Quincy is located in western Adams County at (43.893020, −89.912330). Its western border is the Wisconsin River, part of which is impounded within Castle Rock Lake, a large reservoir. Quincy Bluff is an 1180 ft, 2 mi ridge that rises 250 ft above the surrounding land in the southern part of the town.

According to the United States Census Bureau, the town has a total area of 102.6 sqkm, of which 84.0 sqkm is land and 18.6 sqkm, or 18.17%, is water.

==Demographics==

As of the census of 2000, there were 1,181 people, 569 households, and 361 families residing in the town. The population density was 36.0 /mi2. There were 1,614 housing units at an average density of 49.2 /mi2. The racial makeup of the town was 98.73% White, 0.08% African American, 0.34% Native American, 0.08% Asian, 0.25% from other races, and 0.51% from two or more races. Hispanic or Latino of any race were 0.76% of the population.

There were 569 households, out of which 14.6% had children under the age of 18 living with them, 56.1% were married couples living together, 4.2% had a female householder with no husband present, and 36.4% were non-families. 29.9% of all households were made up of individuals, and 17.2% had someone living alone who was 65 years of age or older. The average household size was 2.08 and the average family size was 2.49.

In the town, the population was spread out, with 14.1% under the age of 18, 4.1% from 18 to 24, 20.5% from 25 to 44, 29.7% from 45 to 64, and 31.6% who were 65 years of age or older. The median age was 54 years. For every 100 females, there were 99.2 males. For every 100 females age 18 and over, there were 95.2 males.

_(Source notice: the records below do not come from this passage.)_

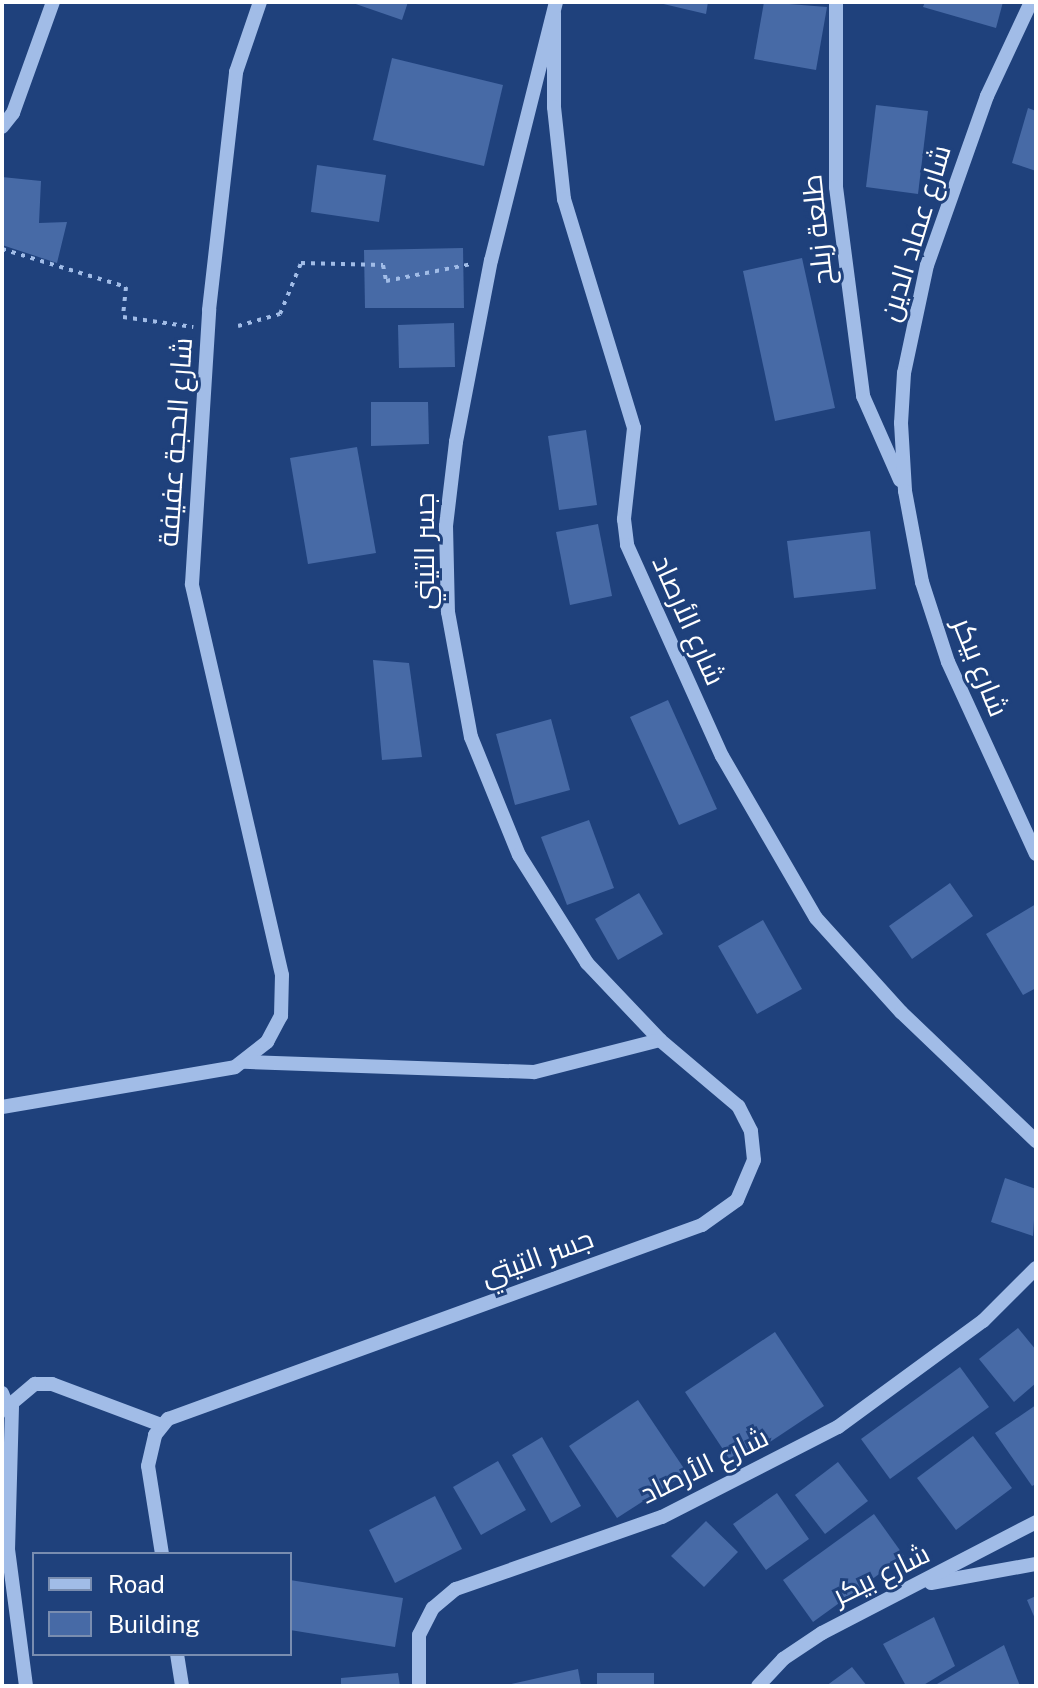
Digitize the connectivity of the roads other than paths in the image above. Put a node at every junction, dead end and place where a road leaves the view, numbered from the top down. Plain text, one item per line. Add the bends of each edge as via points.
1 (53, 2) edge
2 (260, 2) edge
3 (836, 2) edge
4 (1031, 2) edge
5 (555, 7) edge
6 (2, 127) edge
7 (905, 491) junction
8 (1036, 854) edge
9 (661, 1041) junction
10 (244, 1062) junction
11 (2, 1107) edge
12 (1036, 1141) edge
13 (1036, 1268) edge
14 (2, 1393) edge
15 (10, 1413) junction
16 (161, 1425) junction
17 (1036, 1522) edge
18 (162, 1552) edge
19 (1036, 1564) edge
20 (915, 1586) junction
21 (177, 1656) edge
22 (26, 1686) edge
23 (182, 1686) edge
24 (419, 1686) edge
25 (758, 1686) edge

1 - 6 street via 13,113
2 - 10 street, شارع الحجة عفيفة via 236,72 208,330 192,584 283,1001 275,1030
3 - 7 street, طلعة زبلح via 836,187 863,396
4 - 7 street, شارع عماد الدين via 987,96 916,307 904,373
5 - 9 street, جسر التيتي via 491,260 456,442 446,526 448,612 461,696 490,791 539,893 587,963
5 - 12 street, شارع الأرصاد via 554,107 564,199 634,428 624,519 627,545 722,756 816,918 901,1012
7 - 8 street, شارع بيكر via 922,582 948,662
9 - 10 street via 534,1072
9 - 16 street, جسر التيتي via 725,1093 751,1131 751,1174 728,1211 702,1225 179,1413
10 - 11 street
13 - 24 street, شارع الأرصاد via 983,1321 838,1427 662,1517 456,1589 433,1608 419,1635
14 - 15 street
15 - 16 street via 23,1390 52,1384
15 - 22 street via 8,1550
16 - 18 street via 148,1466
17 - 20 street, شارع بيكر
19 - 20 street
20 - 25 street, شارع بيكر via 822,1633 783,1659
21 - 23 street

The median income for a household in the town was $26,533, and the median income for a family was $33,529. Males had a median income of $32,024 versus $22,188 for females. The per capita income for the town was $16,460. About 6.4% of families and 10.1% of the population were below the poverty line, including 6.2% of those under age 18 and 6.9% of those age 65 or over.

Historical population
| Census | Pop. | Note | %± |
| 1870 | 478 |  | — |
| 1880 | 397 |  | −16.9% |
| 1890 | 393 |  | −1.0% |
| 1900 | 432 |  | 9.9% |
| 1910 | 424 |  | −1.9% |
| 1920 | 404 |  | −4.7% |
| 1930 | 320 |  | −20.8% |
| 1940 | 312 |  | −2.5% |
| 1950 | 251 |  | −19.6% |
| 1960 | 249 |  | −0.8% |
| 1970 | 444 |  | 78.3% |
| 1980 | 639 |  | 43.9% |
| 1990 | 927 |  | 45.1% |
| 2000 | 1,181 |  | 27.4% |
| 2010 | 1,163 |  | −1.5% |
| 2020 | 1,159 |  | −0.3% |
U.S. Decennial Census

==Education==
It is in the Adams-Friendship Area School District.